YOUR TASK:
Every line below that holds the word "País" counts once; please tally them and give only the total.

++++ DATA IN THIS EXERCISE

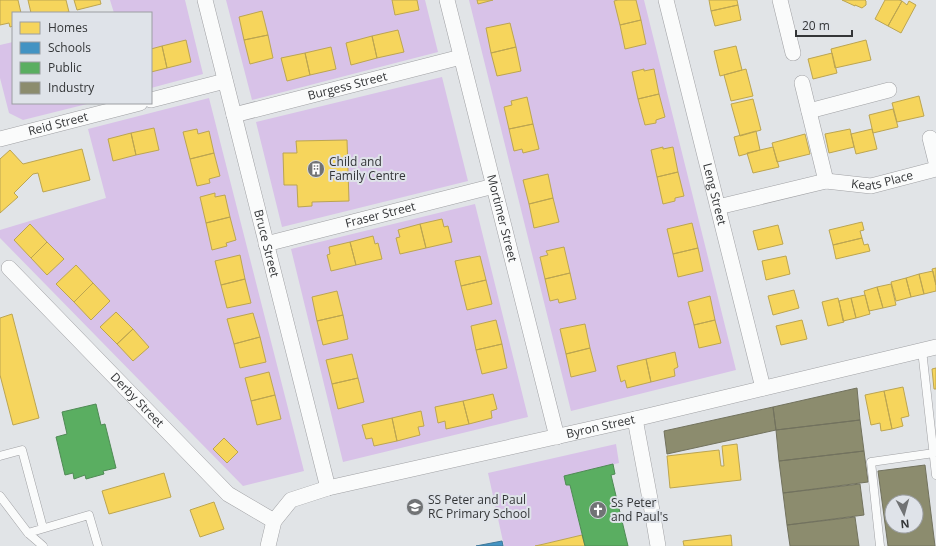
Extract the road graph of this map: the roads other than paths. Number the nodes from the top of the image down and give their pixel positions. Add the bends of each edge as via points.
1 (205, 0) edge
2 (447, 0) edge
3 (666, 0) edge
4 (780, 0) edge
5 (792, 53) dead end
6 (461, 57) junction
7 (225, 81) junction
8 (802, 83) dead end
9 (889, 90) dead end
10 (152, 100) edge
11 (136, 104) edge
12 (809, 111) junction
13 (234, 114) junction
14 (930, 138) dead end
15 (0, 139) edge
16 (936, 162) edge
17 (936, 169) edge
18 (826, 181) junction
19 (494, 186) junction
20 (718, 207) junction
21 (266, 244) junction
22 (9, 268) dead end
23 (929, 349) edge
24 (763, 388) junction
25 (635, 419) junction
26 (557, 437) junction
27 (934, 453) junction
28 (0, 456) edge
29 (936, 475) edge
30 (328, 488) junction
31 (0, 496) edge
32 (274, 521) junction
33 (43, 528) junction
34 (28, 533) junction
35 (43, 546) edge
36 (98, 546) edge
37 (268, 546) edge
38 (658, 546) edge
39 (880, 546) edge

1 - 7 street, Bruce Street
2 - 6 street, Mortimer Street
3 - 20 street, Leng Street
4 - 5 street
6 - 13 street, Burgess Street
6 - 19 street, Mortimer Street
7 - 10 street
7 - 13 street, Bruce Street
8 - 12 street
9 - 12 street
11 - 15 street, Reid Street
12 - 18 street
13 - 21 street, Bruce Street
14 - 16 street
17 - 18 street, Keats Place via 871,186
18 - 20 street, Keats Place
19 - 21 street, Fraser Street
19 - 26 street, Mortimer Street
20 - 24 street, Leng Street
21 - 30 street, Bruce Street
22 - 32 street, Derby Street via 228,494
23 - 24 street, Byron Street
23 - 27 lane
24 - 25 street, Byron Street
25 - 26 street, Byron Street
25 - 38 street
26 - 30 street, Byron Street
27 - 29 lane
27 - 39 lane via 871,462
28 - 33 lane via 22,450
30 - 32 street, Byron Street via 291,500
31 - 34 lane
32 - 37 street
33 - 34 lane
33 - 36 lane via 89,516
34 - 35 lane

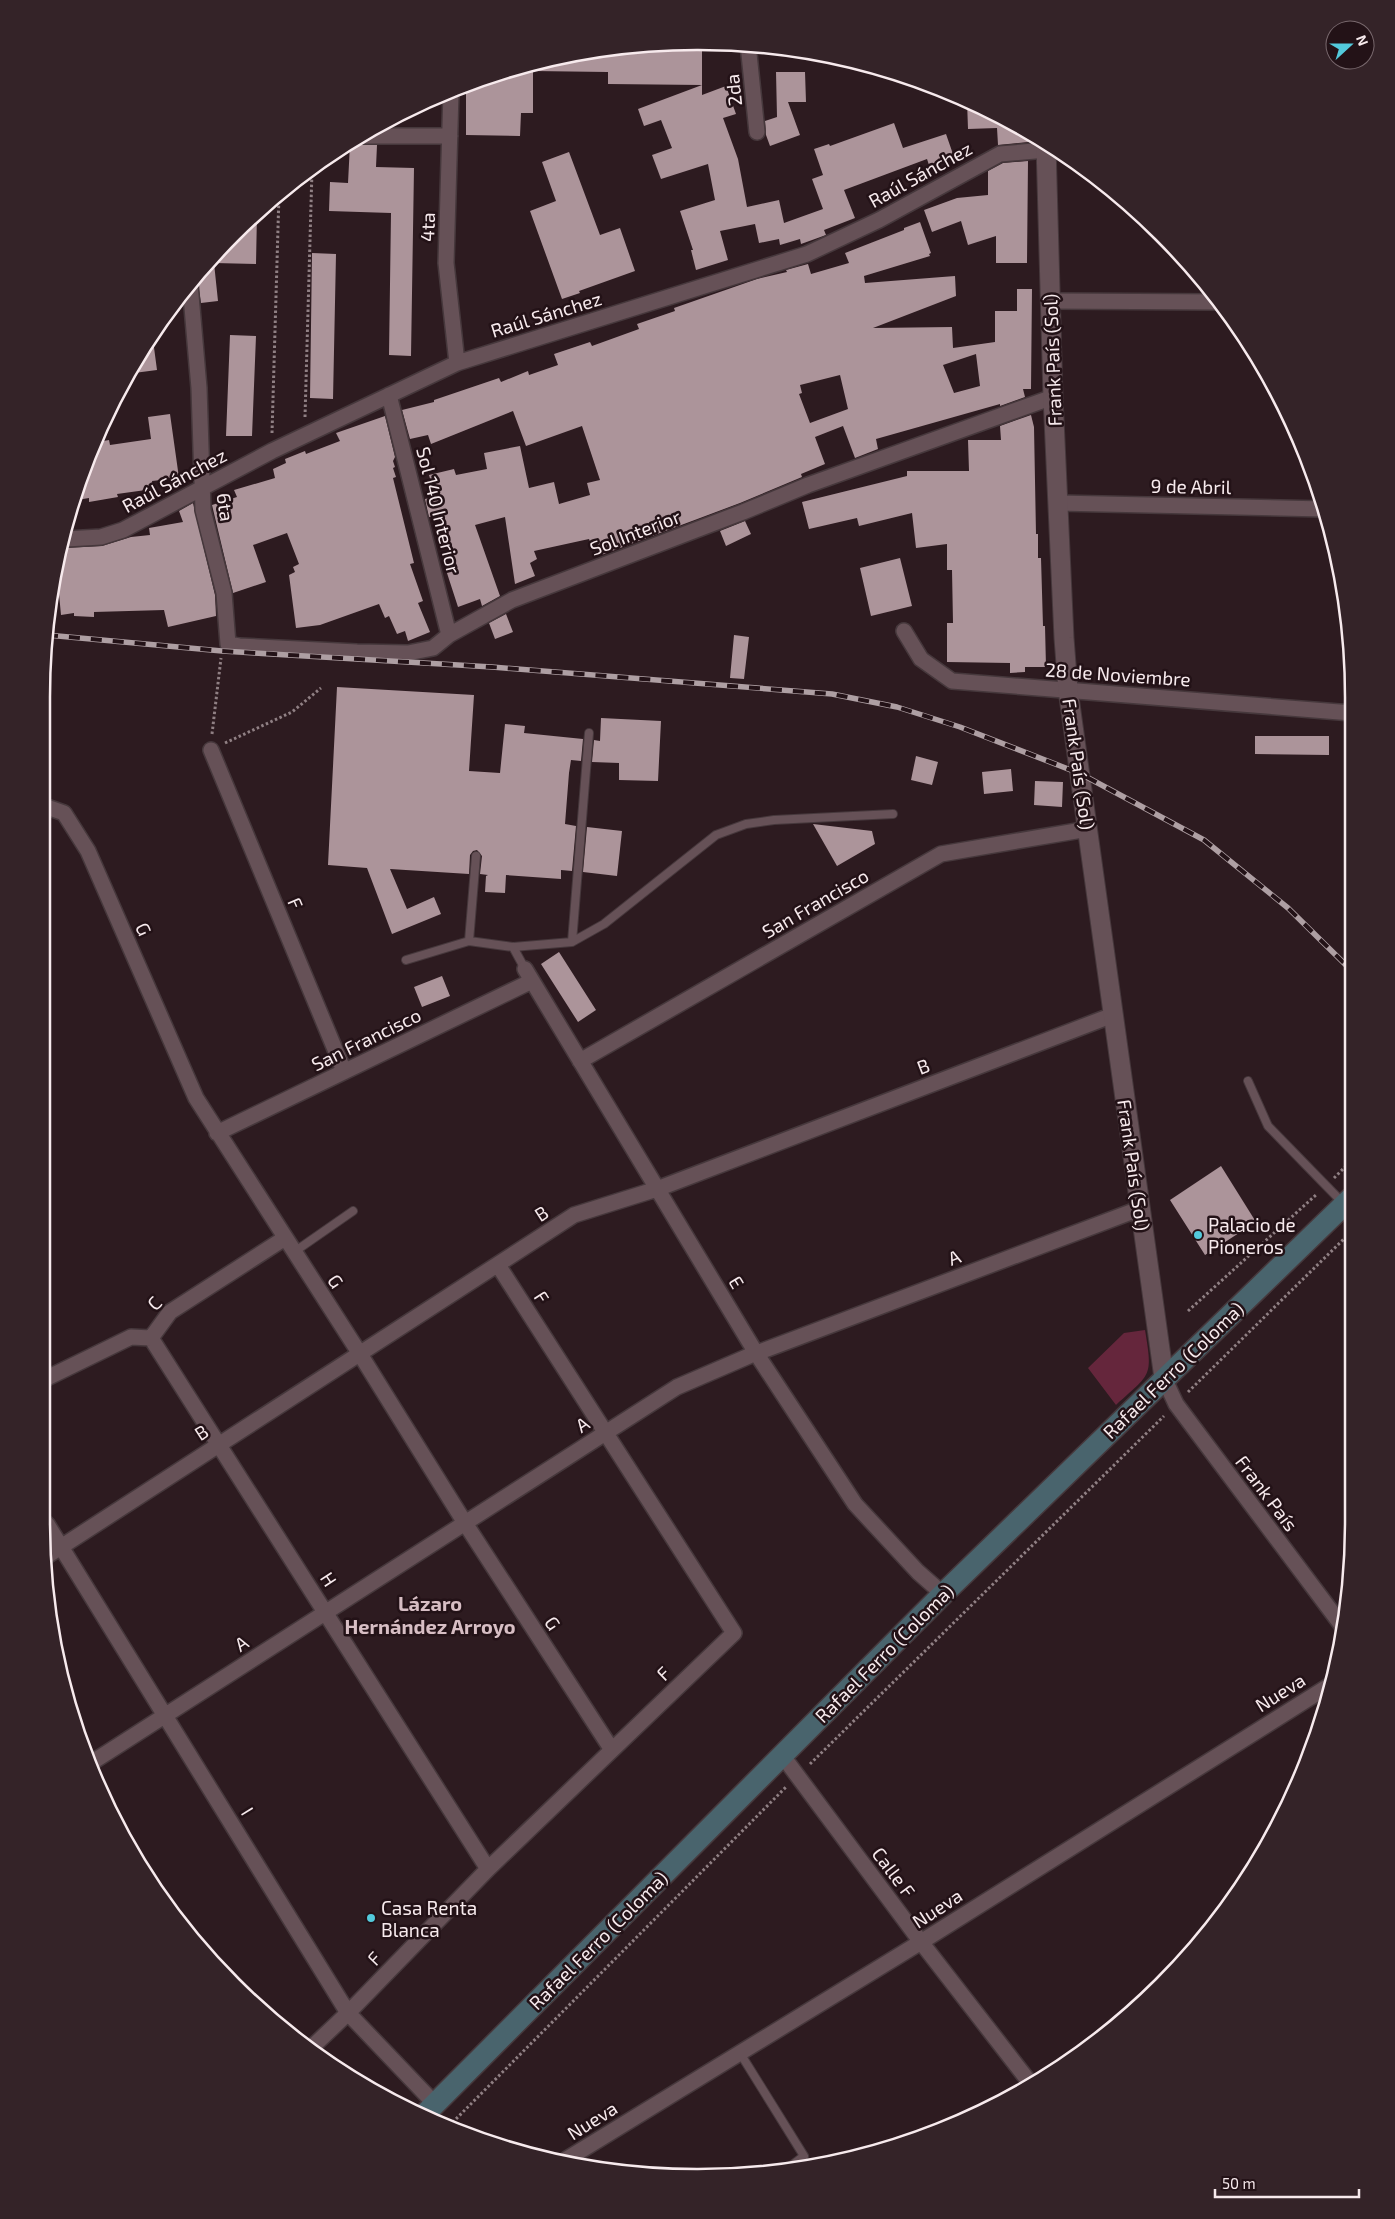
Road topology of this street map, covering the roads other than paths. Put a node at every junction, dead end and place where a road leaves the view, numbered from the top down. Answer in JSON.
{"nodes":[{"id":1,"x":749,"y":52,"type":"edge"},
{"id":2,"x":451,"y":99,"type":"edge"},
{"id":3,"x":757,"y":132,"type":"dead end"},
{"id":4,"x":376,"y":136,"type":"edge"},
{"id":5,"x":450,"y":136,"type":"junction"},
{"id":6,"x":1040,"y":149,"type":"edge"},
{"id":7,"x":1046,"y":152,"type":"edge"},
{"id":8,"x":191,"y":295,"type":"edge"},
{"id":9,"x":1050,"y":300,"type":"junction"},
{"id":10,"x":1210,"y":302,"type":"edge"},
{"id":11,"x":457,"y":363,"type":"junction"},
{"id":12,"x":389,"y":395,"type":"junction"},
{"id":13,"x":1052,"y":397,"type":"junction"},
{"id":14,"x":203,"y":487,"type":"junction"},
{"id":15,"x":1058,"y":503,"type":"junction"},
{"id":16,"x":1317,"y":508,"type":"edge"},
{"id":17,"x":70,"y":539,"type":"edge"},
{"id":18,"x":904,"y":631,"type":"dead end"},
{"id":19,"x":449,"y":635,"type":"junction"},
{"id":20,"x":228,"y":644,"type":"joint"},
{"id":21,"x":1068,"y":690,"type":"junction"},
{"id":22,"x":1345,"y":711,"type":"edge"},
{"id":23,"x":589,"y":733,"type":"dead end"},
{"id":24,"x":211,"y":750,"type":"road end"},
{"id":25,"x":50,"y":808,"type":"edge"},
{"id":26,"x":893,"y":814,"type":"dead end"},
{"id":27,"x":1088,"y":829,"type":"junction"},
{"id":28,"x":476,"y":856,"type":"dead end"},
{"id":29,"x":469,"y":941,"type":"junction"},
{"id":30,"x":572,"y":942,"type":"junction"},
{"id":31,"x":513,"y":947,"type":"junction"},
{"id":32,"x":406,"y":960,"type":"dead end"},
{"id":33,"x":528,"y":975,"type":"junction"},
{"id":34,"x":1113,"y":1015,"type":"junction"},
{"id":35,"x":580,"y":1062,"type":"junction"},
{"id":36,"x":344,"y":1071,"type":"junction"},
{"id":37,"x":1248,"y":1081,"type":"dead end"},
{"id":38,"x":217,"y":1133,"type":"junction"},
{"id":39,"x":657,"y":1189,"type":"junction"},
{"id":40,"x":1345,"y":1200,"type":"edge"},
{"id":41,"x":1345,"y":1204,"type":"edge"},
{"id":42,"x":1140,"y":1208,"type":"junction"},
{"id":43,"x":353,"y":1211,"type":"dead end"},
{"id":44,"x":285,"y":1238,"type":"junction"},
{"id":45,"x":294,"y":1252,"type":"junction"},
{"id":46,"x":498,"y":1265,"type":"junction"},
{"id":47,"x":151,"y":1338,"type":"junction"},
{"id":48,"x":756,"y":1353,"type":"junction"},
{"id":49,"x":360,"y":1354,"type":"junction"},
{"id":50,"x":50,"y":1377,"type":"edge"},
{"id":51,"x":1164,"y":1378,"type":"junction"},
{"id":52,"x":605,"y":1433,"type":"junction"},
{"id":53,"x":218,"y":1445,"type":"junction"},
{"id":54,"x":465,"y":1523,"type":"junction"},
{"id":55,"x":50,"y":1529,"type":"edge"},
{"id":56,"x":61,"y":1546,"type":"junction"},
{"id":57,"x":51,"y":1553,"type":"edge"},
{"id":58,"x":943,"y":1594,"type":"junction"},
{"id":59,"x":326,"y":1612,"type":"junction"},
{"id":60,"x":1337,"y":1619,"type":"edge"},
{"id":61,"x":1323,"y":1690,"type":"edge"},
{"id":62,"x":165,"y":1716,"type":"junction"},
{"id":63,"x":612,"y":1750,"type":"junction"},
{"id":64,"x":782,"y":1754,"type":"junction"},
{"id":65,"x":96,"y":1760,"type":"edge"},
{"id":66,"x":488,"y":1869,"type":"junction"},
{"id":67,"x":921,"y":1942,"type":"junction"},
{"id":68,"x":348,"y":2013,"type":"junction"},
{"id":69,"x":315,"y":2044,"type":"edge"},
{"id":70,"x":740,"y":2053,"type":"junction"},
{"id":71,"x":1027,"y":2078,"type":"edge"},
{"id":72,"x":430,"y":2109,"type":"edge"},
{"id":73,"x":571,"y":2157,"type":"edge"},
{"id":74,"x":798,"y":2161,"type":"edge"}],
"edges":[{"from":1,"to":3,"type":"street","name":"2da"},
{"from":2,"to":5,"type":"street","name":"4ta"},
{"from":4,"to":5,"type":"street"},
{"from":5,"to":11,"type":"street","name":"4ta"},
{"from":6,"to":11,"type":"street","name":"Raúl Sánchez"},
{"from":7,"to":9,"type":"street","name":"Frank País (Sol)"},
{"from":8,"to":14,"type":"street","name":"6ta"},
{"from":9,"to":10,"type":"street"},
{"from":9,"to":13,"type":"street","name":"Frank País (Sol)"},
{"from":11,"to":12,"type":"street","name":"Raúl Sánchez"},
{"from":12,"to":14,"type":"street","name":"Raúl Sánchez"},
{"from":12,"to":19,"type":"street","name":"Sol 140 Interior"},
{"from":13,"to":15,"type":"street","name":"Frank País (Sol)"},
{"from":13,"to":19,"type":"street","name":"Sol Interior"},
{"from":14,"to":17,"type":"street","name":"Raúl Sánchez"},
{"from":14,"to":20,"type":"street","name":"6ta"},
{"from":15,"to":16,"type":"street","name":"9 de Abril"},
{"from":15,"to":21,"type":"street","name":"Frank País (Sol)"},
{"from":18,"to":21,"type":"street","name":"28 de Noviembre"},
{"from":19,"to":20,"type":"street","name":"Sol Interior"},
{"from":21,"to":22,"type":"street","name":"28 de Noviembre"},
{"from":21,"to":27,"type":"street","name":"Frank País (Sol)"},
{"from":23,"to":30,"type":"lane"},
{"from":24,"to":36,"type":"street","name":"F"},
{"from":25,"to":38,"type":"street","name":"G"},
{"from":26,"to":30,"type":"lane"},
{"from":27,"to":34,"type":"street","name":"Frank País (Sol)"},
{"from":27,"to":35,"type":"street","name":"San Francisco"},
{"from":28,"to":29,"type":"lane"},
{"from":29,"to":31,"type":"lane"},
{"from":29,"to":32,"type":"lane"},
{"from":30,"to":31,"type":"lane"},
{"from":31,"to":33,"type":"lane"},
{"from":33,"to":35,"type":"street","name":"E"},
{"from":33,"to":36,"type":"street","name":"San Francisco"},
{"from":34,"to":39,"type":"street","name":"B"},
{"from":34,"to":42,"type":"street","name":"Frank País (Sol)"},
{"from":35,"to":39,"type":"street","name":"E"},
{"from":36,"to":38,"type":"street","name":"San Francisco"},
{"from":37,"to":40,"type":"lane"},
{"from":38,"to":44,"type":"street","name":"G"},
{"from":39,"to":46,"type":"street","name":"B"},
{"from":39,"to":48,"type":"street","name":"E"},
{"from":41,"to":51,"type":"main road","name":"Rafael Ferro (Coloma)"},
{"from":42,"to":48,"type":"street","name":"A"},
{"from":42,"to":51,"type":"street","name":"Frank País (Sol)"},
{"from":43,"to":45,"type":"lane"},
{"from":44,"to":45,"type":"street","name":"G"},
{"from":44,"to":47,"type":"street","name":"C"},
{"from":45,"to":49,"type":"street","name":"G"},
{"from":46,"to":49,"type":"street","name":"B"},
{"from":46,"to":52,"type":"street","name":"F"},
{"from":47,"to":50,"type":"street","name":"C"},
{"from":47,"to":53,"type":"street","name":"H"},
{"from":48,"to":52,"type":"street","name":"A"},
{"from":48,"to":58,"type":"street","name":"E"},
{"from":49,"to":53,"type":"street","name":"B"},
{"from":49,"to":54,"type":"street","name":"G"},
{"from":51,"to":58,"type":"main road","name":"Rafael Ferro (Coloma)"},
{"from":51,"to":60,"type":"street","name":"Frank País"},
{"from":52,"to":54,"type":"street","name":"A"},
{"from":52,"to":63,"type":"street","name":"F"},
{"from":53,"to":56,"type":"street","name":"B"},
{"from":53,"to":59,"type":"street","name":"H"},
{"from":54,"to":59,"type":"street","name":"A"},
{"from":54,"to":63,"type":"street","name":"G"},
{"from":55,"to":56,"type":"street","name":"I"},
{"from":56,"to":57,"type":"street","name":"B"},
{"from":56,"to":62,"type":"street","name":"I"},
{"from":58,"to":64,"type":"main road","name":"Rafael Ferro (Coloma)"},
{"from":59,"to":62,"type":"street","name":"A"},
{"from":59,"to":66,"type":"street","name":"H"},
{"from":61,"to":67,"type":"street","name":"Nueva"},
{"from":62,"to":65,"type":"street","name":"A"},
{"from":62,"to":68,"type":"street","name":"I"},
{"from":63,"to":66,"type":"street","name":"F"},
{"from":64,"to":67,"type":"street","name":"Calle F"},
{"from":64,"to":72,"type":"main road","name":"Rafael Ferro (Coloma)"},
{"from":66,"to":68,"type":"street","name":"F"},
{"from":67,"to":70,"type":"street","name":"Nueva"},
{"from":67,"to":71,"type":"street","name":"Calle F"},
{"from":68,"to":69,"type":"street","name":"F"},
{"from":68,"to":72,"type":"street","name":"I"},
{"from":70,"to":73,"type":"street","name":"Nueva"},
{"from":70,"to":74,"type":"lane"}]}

++++++++

OUTPUT BELOW:
9